Utility functions for the engines¶
Utility functions for the engines
- searx.utils.convert_str_to_int(number_str: str) int[source]¶
- Convert number_str to int or 0 if number_str is not a number. 
- searx.utils.dict_subset(dictionnary: MutableMapping, properties: Set[str]) Dict[source]¶
- Extract a subset of a dict - Examples:
- >>> dict_subset({'A': 'a', 'B': 'b', 'C': 'c'}, ['A', 'C']) {'A': 'a', 'C': 'c'} >>> >> dict_subset({'A': 'a', 'B': 'b', 'C': 'c'}, ['A', 'D']) {'A': 'a'} 
 
- searx.utils.ecma_unescape(string: str) str[source]¶
- Python implementation of the unescape javascript function - https://www.ecma-international.org/ecma-262/6.0/#sec-unescape-string https://developer.mozilla.org/fr/docs/Web/JavaScript/Reference/Objets_globaux/unescape - Examples:
- >>> ecma_unescape('%u5409') '吉' >>> ecma_unescape('%20') ' ' >>> ecma_unescape('%F3') 'ó' 
 
- searx.utils.eval_xpath(element: ElementBase, xpath_spec: Union[str, XPath])[source]¶
- Equivalent of element.xpath(xpath_str) but compile xpath_str once for all. See https://lxml.de/xpathxslt.html#xpath-return-values - Args:
- element (ElementBase): [description] 
- xpath_spec (str|lxml.etree.XPath): XPath as a str or lxml.etree.XPath 
 
- Returns:
- result (bool, float, list, str): Results. 
 
- Raises:
- TypeError: Raise when xpath_spec is neither a str nor a lxml.etree.XPath 
- SearxXPathSyntaxException: Raise when there is a syntax error in the XPath 
- SearxEngineXPathException: Raise when the XPath can’t be evaluated. 
 
 
- searx.utils.eval_xpath_getindex(elements: ~lxml.etree.ElementBase, xpath_spec: ~typing.Union[str, ~lxml.etree.XPath], index: int, default=<searx.utils._NotSetClass object>)[source]¶
- Call eval_xpath_list then get one element using the index parameter. If the index does not exist, either aise an exception is default is not set, other return the default value (can be None). - Args:
- elements (ElementBase): lxml element to apply the xpath. 
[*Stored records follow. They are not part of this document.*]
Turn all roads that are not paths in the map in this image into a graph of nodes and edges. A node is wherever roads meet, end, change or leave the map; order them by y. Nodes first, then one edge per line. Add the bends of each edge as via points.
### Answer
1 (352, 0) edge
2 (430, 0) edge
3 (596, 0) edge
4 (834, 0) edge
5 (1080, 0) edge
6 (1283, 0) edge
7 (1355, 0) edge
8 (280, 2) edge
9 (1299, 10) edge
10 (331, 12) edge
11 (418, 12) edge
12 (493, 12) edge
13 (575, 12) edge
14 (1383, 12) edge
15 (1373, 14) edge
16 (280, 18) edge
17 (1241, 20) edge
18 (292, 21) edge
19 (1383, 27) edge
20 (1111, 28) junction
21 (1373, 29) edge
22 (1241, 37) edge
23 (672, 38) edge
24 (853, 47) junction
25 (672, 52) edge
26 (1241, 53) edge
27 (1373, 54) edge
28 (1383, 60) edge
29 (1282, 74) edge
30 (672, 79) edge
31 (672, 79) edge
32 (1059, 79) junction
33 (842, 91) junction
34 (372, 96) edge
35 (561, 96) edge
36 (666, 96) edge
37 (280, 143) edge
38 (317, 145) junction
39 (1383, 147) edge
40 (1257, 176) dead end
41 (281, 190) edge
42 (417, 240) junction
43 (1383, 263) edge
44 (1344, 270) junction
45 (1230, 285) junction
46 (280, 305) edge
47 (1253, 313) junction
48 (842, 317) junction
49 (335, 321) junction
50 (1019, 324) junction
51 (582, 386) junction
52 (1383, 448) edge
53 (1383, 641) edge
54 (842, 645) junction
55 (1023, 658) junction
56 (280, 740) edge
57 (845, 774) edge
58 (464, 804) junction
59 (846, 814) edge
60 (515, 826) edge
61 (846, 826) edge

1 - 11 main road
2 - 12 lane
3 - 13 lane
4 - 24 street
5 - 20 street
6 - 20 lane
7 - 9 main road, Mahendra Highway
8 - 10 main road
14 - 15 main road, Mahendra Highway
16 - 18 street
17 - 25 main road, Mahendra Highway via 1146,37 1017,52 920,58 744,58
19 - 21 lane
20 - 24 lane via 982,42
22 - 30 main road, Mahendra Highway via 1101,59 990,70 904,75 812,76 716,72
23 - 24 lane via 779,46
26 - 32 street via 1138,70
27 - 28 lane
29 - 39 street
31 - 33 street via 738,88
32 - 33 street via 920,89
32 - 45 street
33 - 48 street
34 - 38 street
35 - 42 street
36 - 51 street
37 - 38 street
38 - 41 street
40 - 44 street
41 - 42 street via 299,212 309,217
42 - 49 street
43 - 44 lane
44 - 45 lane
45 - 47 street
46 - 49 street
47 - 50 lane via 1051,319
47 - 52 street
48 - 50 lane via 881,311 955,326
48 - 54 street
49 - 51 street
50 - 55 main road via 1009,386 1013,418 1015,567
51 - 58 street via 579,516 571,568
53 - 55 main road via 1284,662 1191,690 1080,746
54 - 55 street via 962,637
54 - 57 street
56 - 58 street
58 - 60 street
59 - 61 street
- xpath_spec (str|lxml.etree.XPath): XPath as a str or lxml.etree.XPath. 
- index (int): index to get 
- default (Object, optional): Defaults if index doesn’t exist. 
 
- Raises:
- TypeError: Raise when xpath_spec is neither a str nor a lxml.etree.XPath 
- SearxXPathSyntaxException: Raise when there is a syntax error in the XPath 
- SearxEngineXPathException: if the index is not found. Also see eval_xpath. 
 
- Returns:
- result (bool, float, list, str): Results. 
 
 
- searx.utils.eval_xpath_list(element: ElementBase, xpath_spec: Union[str, XPath], min_len: Optional[int] = None)[source]¶
- Same as eval_xpath, check if the result is a list - Args:
- element (ElementBase): [description] 
- xpath_spec (str|lxml.etree.XPath): XPath as a str or lxml.etree.XPath 
- min_len (int, optional): [description]. Defaults to None. 
 
- Raises:
- TypeError: Raise when xpath_spec is neither a str nor a lxml.etree.XPath 
- SearxXPathSyntaxException: Raise when there is a syntax error in the XPath 
- SearxEngineXPathException: raise if the result is not a list 
 
- Returns:
- result (bool, float, list, str): Results. 
 
 
- searx.utils.extract_text(xpath_results, allow_none: bool = False) Optional[str][source]¶
- Extract text from a lxml result - if xpath_results is list, extract the text from each result and concat the list 
- if xpath_results is a xml element, extract all the text node from it ( text_content() method from lxml ) 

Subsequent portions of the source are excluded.